Jeder, der über Arendt schreibt, ist Young-Bruehl verpflichtet. Die Forschung hat dann natürlich in den folgenden Jahren vieles ergänzt, korrigiert oder verworfen. Später haben so bekannte Arendt-Fachleute wie Laure Adler, Antonia Grunenberg, Kurt Sontheimer und Thomas Wild wichtige Biografien vorgelegt.

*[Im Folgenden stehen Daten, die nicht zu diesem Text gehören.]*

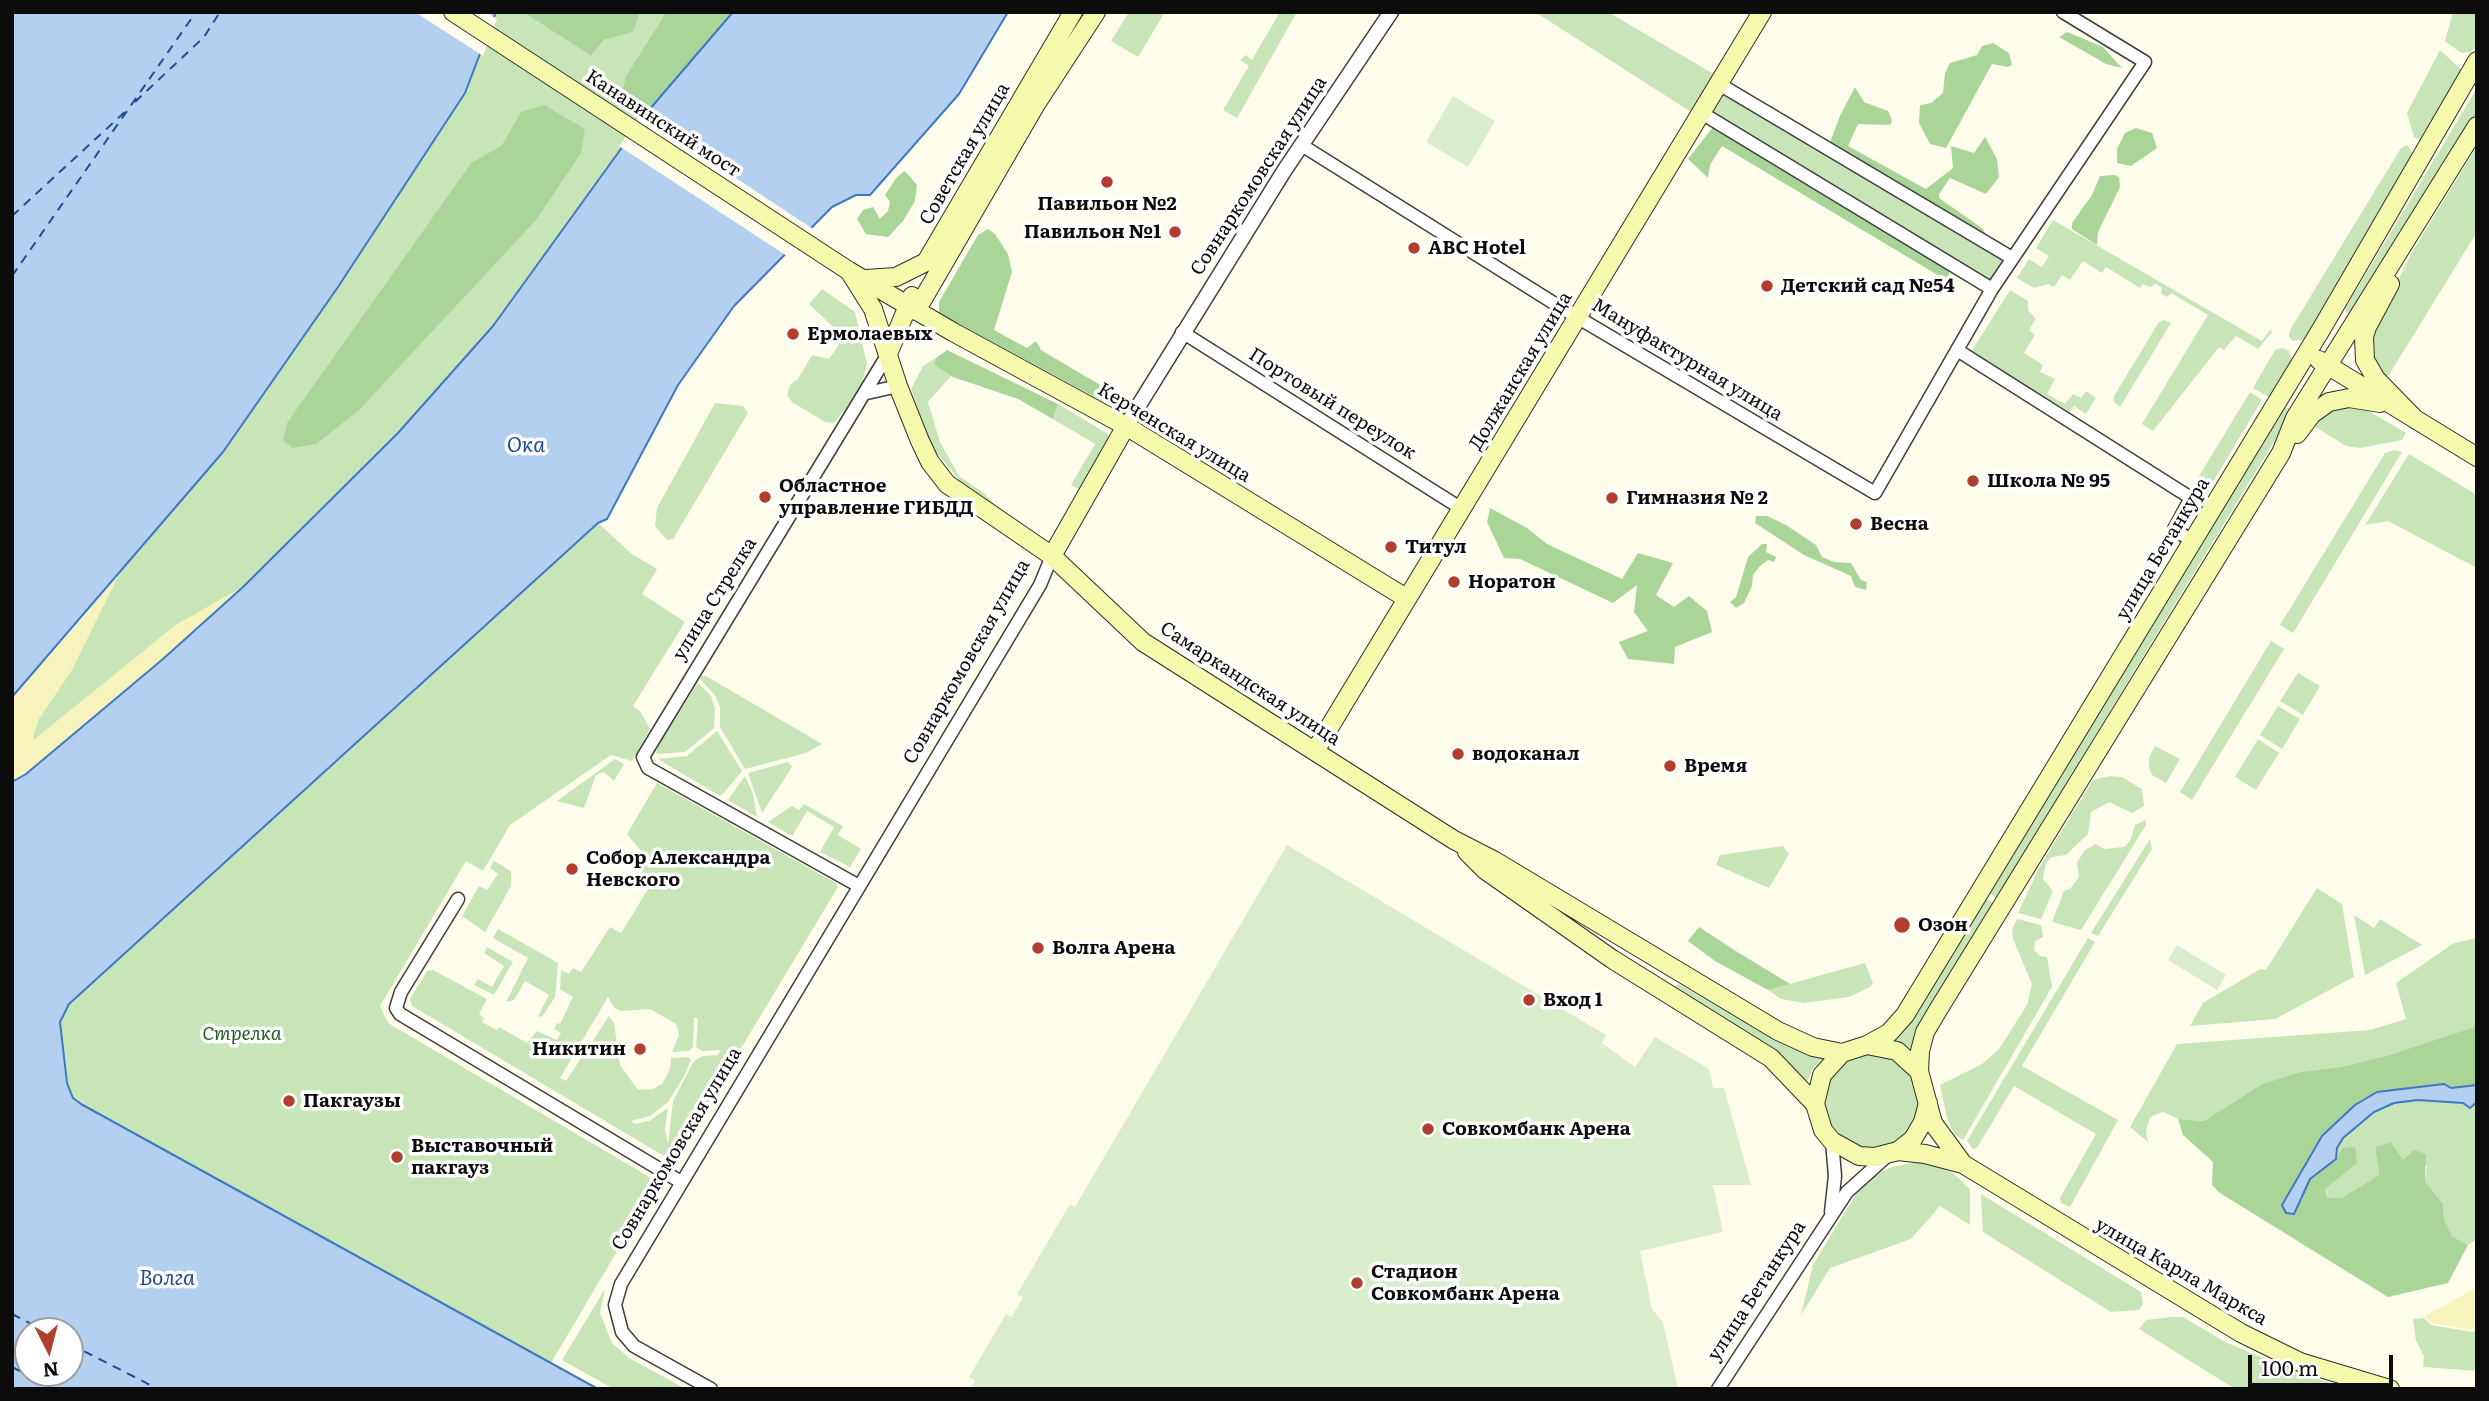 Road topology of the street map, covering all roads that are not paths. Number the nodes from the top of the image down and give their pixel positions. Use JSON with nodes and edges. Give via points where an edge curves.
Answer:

Als ich Ihre Frage erstmals gestellt bekam, schien mir die Antwort eindeutig auszufallen. Doch ich fing an, in Archive zu gehen, und nach und nach entstand ein Bild, das ich bisher nicht kannte. Ich war irritiert und zugleich entschlossen, den neuen Eindrücken auf den Grund zu gehen. Weniger die unübersehbare Aktualität war es schließlich, die mich die neue Biografie schreiben ließ. Vielmehr wollte ich die Hannah Arendt deutlicher zeichnen, die im Laufe ihres Lebens sehr genau Auskunft über sich selbst gegeben hatte. Arendt war nämlich beides, Biografin – und Autobiografin. Letzteres vergisst man leicht, obwohl das Gespräch mit dem Journalisten Günter Gaus von 1964 auf YouTube bereits Millionen Zuschauer anzog. Ich habe es oft gesehen, aber mir war lange nicht klar, dass sie darin den Schlüssel eingeschmuggelt hatte für die Deutung der Biografien anderer: „Ich glaube nicht, dass es irgendeinen Denkvorgang gibt, der ohne persönliche Erfahrung möglich ist. Alles Denken ist Nachdenken, der Sache nach – denken.“

Das heißt natürlich nicht, dass Arendts Werk sich anhand ihres Lebens erklärt. Das ist genau der Vorwurf, den Philosophen Biografen seit der Antike machen. Vielmehr lässt sich an diesem Satz verstehen, warum Arendt Leben als die einzige verfügbare Grundlage des Denkens ansah. Und dass der Zugang zum Leben – auch zum eigenen – nur über das Denken führt. Wobei Denken für Arendt immer Handeln ist, immer in der Welt stattfindet, im Austausch mit sich selbst, mit anderen, in der Öffentlichkeit, sichtbar in der Geschichte.


In diesen Zeiten sind Hannah Arendts Schriften weiterhin sehr nachgefragt. Was würden Sie einem jüngeren Menschen empfehlen: Warum sollte man heute Hannah Arendt lesen, und was wäre ein guter Einstieg?
Thomas Meyer:
Nun, in der Tat sind ihre Texte heute noch relevant, Hannah Arendt wurde von ihrem kürzlich verstorbenen Freund Richard J. Bernstein sogar die „Denkerin der Stunde“ genannt. Als Donald Trump 2016 zum 45. Präsidenten der USA gewählt wurde, stieg Arendts erstes Hauptwerk „Origins of Totalitarianism “ auf Platz 1 der Bestsellerliste und war sogar zeitweise nicht lieferbar. Das 65 Jahre alte Werk schien den Menschen die Zeit zu erklären, die mit Trump begann. Auch in Deutschland wurde das Buch, das hier „Elemente und Ursprünge totaler Herrschaft“ heißt, stark nachgefragt.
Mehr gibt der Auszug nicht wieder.